What’s even more curious is that the rise of blogging both signals and facilitates a significant social change. For centuries people confided their personal thoughts, desires, intentions and general feelings to their correspondents. Remember, Choderlos de Laclos' “Dangerous Liaisons”, constructed completely from letters? And how about volumes of Lord Byron’s or Mark Twain’s correspondence?

What about the idea of a pen pal? Do you have one right now? Did you correspond with someone regularly just a few years ago? I certainly did. In fact, this post is a result of me rereading some of the letters I wrote in 2003/04 to Alexei Parshchikov, a Russian poet living in Germany.

Letters to the editor, which are more like “emails to the editor” now, as the electronic form replaced the physical, are still in existence, but have also evolved. They’ve become more of a “forum-around-the-editor”, not direct correspondence. Hell, the whole idea of an editor was really deflated with the rise of blogosphere.

Some industry insiders have described blogs and wikis as solutions to the email problem. Of course, there is spam, but as emails are just letters in cyberspace, blogs are out to rid the world of personal correspondence. Blogs become the death of the letter.

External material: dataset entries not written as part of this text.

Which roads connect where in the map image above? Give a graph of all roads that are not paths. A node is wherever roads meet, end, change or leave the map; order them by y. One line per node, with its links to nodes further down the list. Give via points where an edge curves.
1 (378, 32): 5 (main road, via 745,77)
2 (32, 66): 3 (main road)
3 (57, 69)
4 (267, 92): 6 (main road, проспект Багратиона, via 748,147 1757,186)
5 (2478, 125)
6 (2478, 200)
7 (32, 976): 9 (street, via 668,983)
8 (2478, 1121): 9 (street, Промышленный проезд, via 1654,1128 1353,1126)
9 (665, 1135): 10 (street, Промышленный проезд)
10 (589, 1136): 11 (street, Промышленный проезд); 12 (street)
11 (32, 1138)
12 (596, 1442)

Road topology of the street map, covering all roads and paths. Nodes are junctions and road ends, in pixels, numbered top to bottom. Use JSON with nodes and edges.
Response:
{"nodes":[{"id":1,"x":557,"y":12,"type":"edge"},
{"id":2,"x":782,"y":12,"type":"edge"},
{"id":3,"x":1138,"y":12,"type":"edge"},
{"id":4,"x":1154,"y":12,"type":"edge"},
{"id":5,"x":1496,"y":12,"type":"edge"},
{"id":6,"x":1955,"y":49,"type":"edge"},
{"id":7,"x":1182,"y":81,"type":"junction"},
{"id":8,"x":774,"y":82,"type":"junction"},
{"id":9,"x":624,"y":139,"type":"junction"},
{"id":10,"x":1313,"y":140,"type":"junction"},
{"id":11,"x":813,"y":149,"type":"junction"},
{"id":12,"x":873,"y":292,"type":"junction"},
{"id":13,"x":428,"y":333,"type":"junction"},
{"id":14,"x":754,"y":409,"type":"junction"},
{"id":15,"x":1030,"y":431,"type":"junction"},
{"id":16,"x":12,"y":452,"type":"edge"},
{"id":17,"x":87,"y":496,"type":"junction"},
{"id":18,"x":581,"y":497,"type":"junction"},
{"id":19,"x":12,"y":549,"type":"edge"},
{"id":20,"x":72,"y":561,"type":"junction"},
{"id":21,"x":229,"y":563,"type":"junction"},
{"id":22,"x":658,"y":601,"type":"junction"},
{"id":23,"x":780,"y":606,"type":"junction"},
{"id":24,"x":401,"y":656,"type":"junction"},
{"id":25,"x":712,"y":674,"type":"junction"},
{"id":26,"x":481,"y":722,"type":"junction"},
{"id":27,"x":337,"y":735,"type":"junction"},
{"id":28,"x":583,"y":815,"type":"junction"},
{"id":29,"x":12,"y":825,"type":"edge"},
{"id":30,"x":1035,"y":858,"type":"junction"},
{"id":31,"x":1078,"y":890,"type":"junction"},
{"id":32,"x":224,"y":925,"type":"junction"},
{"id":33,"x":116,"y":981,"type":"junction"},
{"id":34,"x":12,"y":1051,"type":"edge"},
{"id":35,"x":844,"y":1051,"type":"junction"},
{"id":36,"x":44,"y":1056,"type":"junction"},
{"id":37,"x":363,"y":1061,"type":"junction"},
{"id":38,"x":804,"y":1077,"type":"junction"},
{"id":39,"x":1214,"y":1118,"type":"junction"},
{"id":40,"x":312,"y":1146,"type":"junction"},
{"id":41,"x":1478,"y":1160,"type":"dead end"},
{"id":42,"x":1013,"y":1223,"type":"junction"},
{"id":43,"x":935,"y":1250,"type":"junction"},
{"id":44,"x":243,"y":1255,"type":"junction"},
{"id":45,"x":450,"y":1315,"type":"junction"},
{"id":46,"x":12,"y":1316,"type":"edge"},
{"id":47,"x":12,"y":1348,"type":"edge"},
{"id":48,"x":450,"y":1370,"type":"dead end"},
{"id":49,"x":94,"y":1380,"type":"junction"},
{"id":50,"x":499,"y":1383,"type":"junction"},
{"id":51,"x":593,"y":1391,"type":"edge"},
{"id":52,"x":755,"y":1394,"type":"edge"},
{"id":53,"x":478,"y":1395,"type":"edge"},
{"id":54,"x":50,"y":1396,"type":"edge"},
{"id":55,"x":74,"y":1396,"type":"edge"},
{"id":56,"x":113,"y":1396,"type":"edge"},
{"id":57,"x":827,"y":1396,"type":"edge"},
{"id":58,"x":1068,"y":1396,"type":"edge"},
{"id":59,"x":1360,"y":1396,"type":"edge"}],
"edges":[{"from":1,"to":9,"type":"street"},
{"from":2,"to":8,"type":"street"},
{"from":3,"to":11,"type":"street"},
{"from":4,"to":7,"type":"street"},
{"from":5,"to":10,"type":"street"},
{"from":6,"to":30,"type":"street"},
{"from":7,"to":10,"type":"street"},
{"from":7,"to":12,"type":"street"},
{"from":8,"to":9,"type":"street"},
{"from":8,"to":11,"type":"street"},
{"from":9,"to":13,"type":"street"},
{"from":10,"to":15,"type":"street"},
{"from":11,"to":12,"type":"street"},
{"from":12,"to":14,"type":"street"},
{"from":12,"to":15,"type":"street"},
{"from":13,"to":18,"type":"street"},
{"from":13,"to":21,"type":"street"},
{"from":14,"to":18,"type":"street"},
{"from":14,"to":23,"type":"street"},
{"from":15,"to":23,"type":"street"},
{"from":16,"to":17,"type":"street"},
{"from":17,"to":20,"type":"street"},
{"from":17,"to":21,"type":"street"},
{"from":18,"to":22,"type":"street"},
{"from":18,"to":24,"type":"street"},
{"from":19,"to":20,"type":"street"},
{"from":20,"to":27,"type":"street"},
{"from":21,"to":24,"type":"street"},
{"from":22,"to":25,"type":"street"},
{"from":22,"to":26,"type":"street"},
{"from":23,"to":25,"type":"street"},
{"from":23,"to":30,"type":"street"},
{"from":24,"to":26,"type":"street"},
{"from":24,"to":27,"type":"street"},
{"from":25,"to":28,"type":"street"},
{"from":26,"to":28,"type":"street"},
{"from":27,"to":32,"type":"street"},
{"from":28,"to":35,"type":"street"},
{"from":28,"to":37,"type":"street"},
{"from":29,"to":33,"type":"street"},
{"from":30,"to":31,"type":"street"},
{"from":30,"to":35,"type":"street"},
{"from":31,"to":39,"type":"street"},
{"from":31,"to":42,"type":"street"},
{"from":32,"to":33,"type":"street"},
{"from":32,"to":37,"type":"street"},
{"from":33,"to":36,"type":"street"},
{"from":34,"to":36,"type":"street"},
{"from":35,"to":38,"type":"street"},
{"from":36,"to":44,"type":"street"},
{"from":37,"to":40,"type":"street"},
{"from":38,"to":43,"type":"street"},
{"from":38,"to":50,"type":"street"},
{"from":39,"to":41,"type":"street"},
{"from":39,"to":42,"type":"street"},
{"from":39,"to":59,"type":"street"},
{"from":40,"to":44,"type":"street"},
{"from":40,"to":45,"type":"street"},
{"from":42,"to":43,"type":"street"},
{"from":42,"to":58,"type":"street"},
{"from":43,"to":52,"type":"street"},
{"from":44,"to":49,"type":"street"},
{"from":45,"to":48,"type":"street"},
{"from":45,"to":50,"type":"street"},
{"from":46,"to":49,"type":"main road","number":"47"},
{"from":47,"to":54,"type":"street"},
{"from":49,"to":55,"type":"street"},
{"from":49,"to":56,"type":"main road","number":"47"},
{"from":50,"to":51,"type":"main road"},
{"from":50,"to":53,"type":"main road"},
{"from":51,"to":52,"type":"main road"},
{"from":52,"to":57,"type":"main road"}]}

In conclusion, letters are private by nature and privacy of thought does not exist in blogosphere by definition (it is paradoxical, as all thoughts in the blogosphere are private). Then again, if letters were representative of a society of individuals and empires, does the appearance of the blogosphere mirror the society characterized by lack of privacy, exploding social pressures, and growing terrorism? Am I making the world a better place by blogging or adding to the downfall of the Western world?